La fama degli strumenti ottici di Galileo favorì la ricerca di nuove soluzioni. Negli anni Venti del Seicento furono concepiti i microscopi di tipo kepleriano, composti da lenti convesse che fornivano una visione rovesciata. Nella seconda metà del secolo rimarchevoli risultati furono ottenuti dai costruttori italiani Eustachio Divini e Giuseppe Campani, mentre in Inghilterra livelli di eccellenza furono raggiunti da Robert Hooke.

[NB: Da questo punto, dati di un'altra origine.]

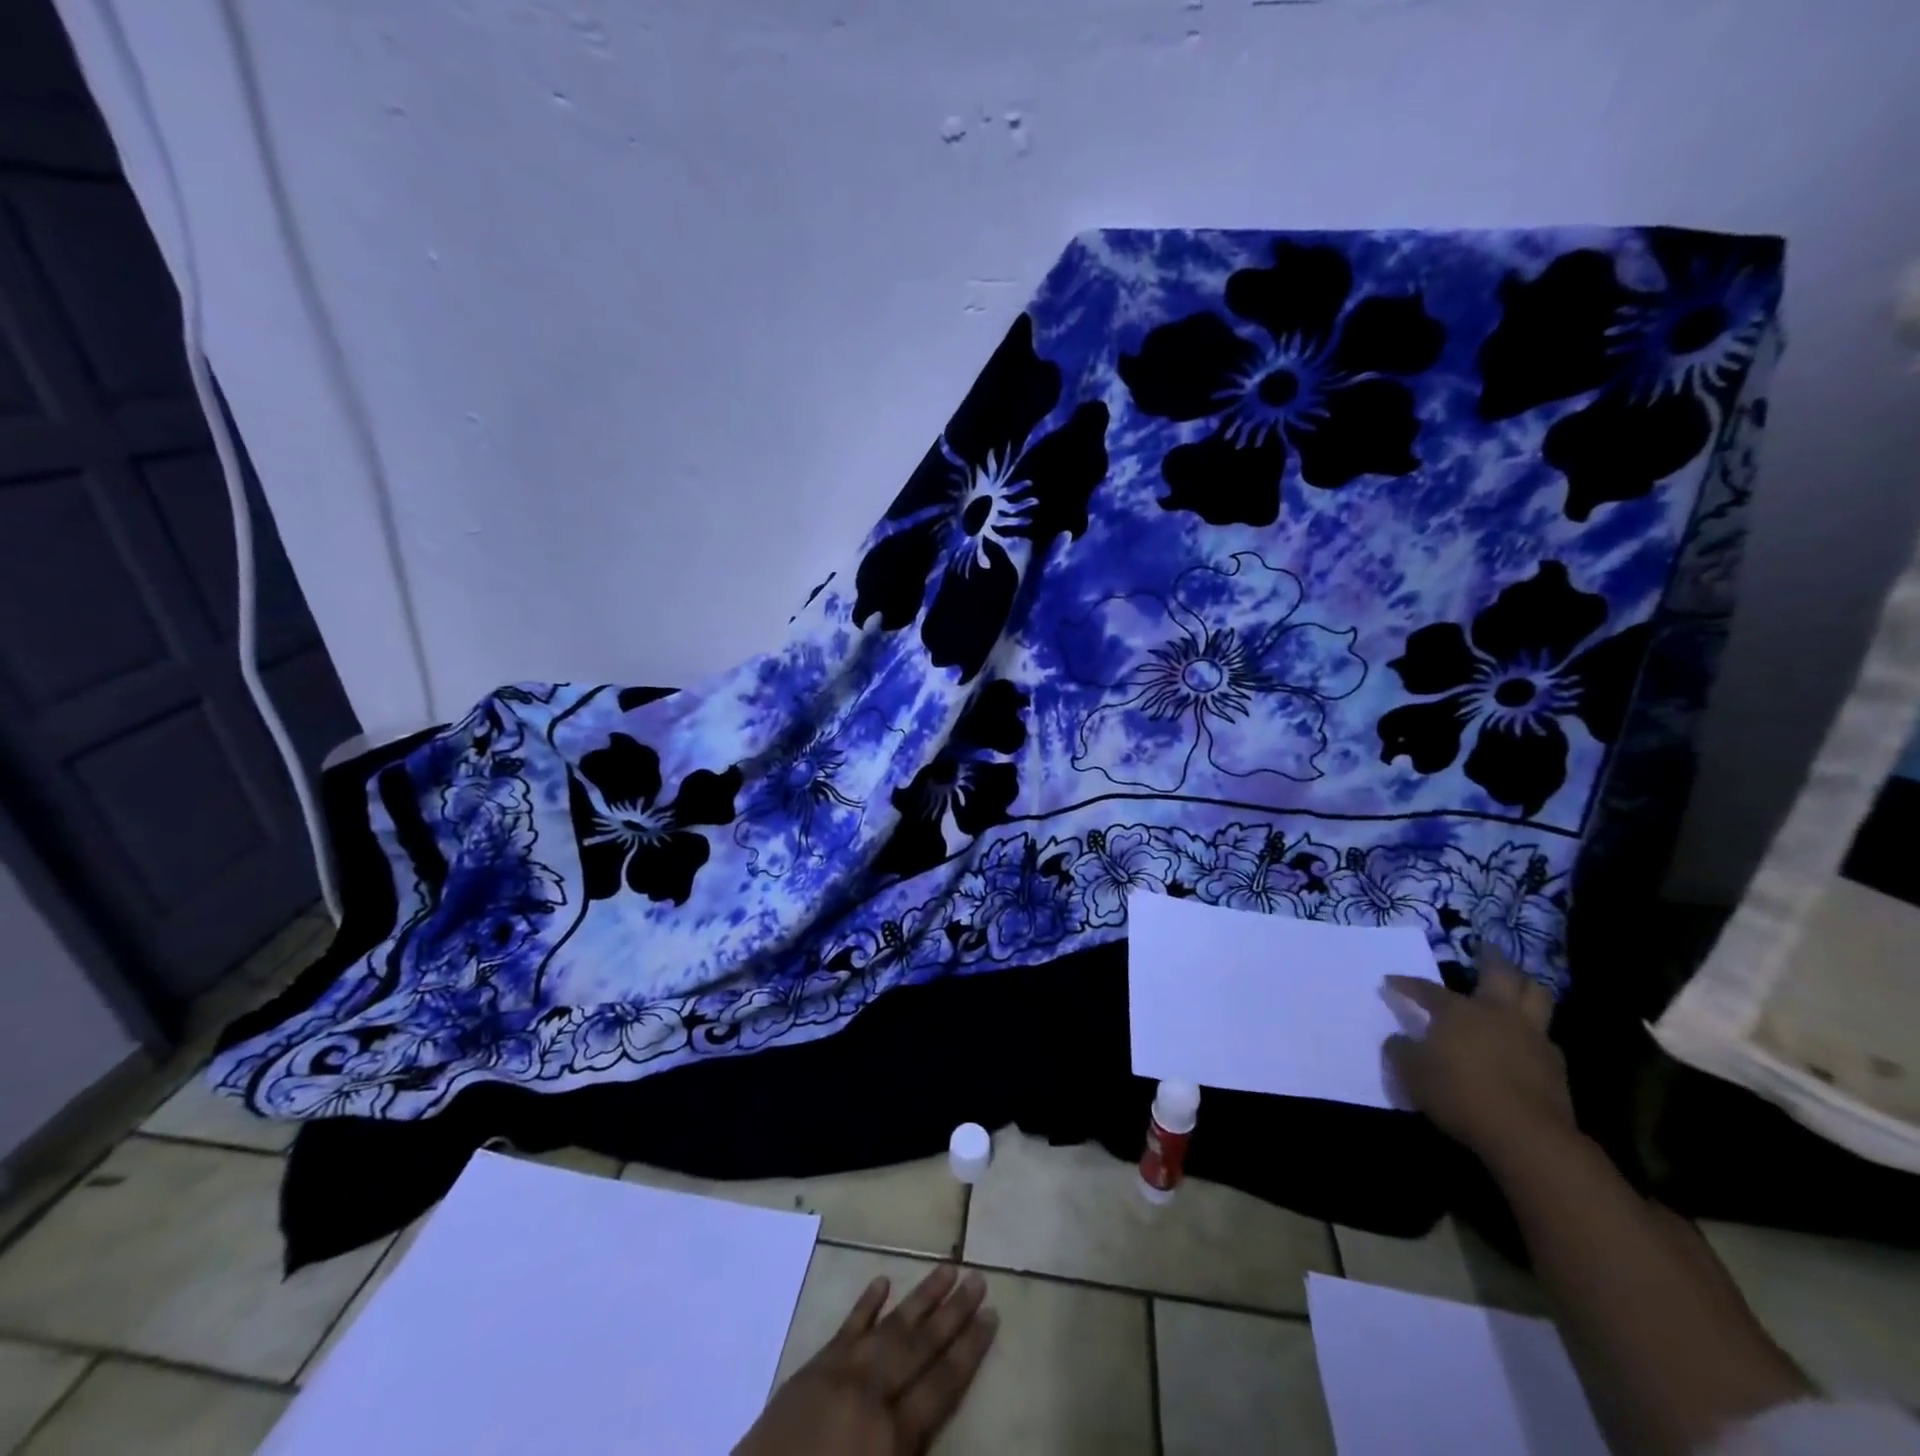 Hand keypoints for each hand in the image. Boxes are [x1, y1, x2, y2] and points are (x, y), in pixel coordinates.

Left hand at [733, 1265, 998, 1455]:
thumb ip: (916, 1453)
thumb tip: (943, 1425)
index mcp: (890, 1436)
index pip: (942, 1383)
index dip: (970, 1350)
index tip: (993, 1315)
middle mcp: (870, 1393)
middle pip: (920, 1344)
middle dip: (953, 1312)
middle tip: (978, 1277)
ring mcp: (839, 1374)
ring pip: (889, 1326)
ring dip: (920, 1298)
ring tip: (946, 1268)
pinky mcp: (811, 1369)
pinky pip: (845, 1329)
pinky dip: (865, 1305)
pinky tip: (882, 1281)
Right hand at [1382, 945, 1574, 1162]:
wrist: (1526, 1136)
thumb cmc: (1459, 1094)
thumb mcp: (1412, 1073)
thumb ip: (1401, 1051)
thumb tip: (1398, 1039)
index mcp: (1458, 1011)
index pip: (1426, 989)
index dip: (1406, 984)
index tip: (1390, 981)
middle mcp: (1496, 1013)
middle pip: (1500, 974)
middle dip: (1491, 958)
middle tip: (1485, 947)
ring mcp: (1531, 1037)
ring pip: (1537, 997)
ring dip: (1525, 986)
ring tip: (1516, 985)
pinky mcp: (1556, 1065)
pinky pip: (1546, 1036)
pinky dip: (1535, 1032)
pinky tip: (1526, 1040) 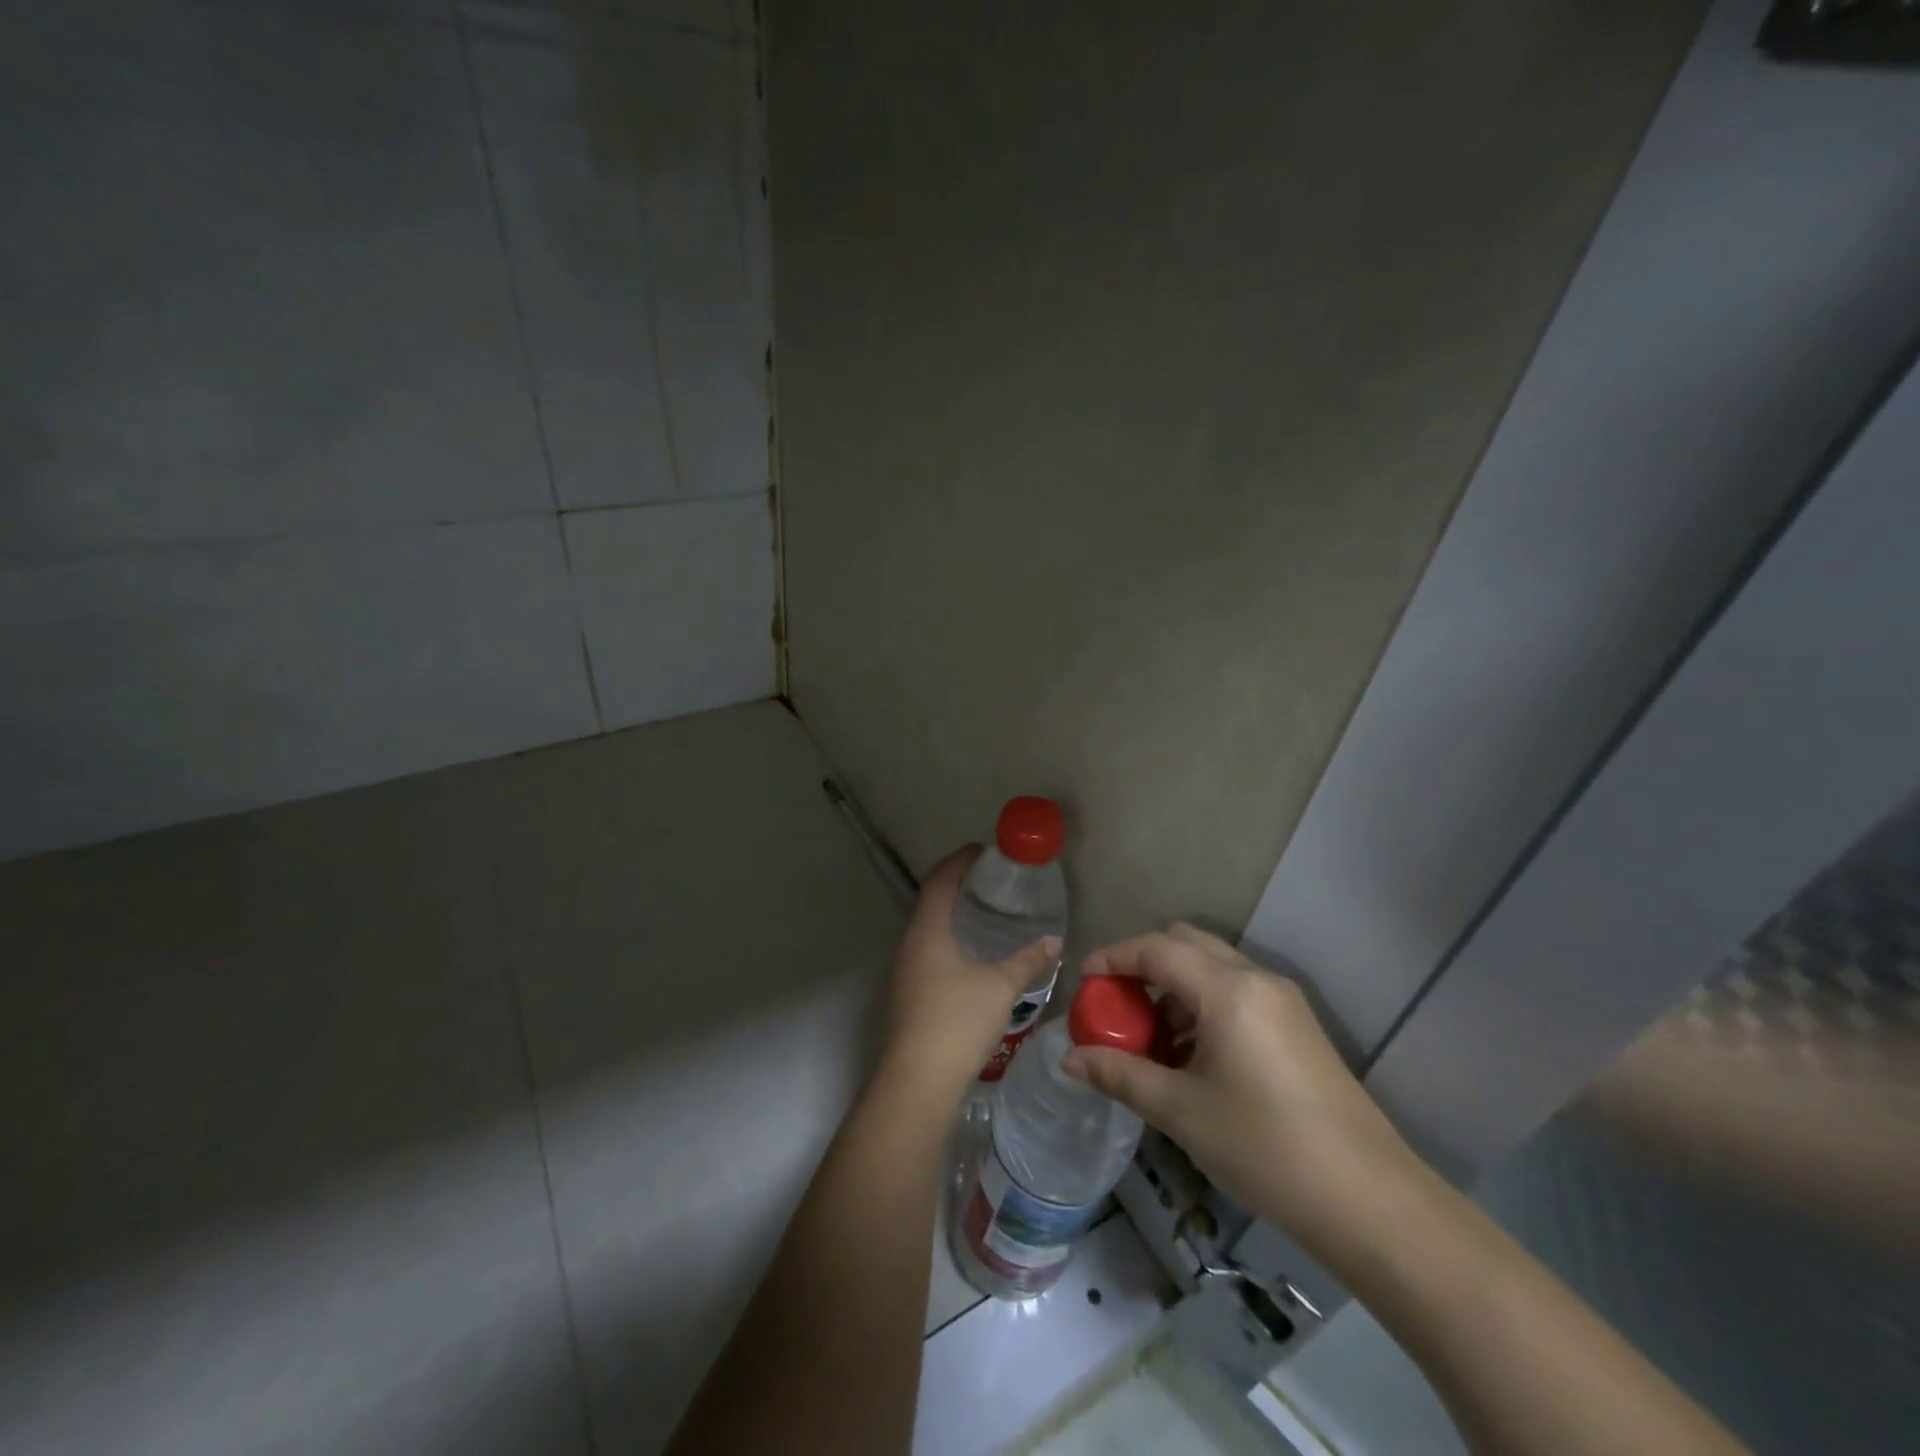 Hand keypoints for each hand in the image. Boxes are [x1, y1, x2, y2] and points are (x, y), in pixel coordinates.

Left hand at [879, 847, 1061, 1106]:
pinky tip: (971, 955)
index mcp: (927, 930)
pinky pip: (928, 951)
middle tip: (988, 880)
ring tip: (984, 913)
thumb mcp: (1000, 986)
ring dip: (952, 915)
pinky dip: (949, 940)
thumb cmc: (957, 1020)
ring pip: (928, 928)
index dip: (959, 861)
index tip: (981, 850)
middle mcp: (910, 943)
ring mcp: (905, 970)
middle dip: (956, 885)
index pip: (939, 880)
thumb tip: (1054, 941)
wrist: (918, 1080)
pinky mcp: (908, 993)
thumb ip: (1027, 960)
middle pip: (930, 901)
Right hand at [1063, 923, 1425, 1267]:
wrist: (1372, 1203)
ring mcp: (1284, 1001)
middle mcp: (1257, 979)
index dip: (1114, 957)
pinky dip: (1203, 1004)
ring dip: (1174, 986)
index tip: (1083, 979)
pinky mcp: (1298, 1026)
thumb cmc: (1266, 1149)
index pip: (1157, 948)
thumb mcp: (1181, 1112)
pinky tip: (1193, 1056)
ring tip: (1151, 1039)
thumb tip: (1069, 1060)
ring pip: (1213, 966)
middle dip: (1144, 964)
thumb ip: (1120, 1075)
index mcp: (1227, 989)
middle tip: (1115, 1004)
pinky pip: (1237, 992)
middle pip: (1186, 942)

Nello stesso periodo ebbe inizio una importante trattatistica dedicata alle tecniche costruttive dei microscopi, di cui La dioptrique oculaire, apparsa nel 1671, del cappuccino Cherubin d’Orleans costituisce uno splendido esempio.

Il termoscopio

Vincenzo Viviani, nella “Vita di Galileo”, afferma che il termoscopio fu messo a punto dal Pisano nel 1597. Il termoscopio è costituito da una caraffa di vetro della grandezza di un uovo con un lungo collo. Questa caraffa viene riscaldata con le mani e immersa parzialmente, in posizione rovesciata, in un recipiente pieno d'acqua. Quando veniva sottratto alla caraffa il calore delle mani, si osservava che l'acqua saliva nel collo. L'esperienza evidenziava le variazioni della densità dell'aria prodotte dalle variazioni di temperatura.

Conclusioni e considerazioni personali

La mia ricerca ha avuto come oggetto gli strumenti brevettati e utilizzati da Galileo per condurre i suoi studi. La fonte da cui ho attinto è il sito del Museo Galileo, nel quale è possibile effettuare un viaggio multimediale che offre informazioni in diverse forme (scritta, audio o video) e permette di interagire con gli oggetti conservati all’interno del museo.

La difficoltà maggiore è stata dover scegliere e classificare prima l’oggetto dello studio e poi le informazioni su di esso, data la sterminata mole di risorse all’interno del sito.

Inoltre alcuni testi erano in latino e bisognava tradurli; altri invece riguardavano scienziati posteriori a Galileo.

E’ stato importante notare come ogni scoperta o invenzione di Galileo scatenasse polemiche ma, al contempo, curiosità. E come ogni invenzione in campo tecnico si sia rivelata estremamente utile anche in epoche successive.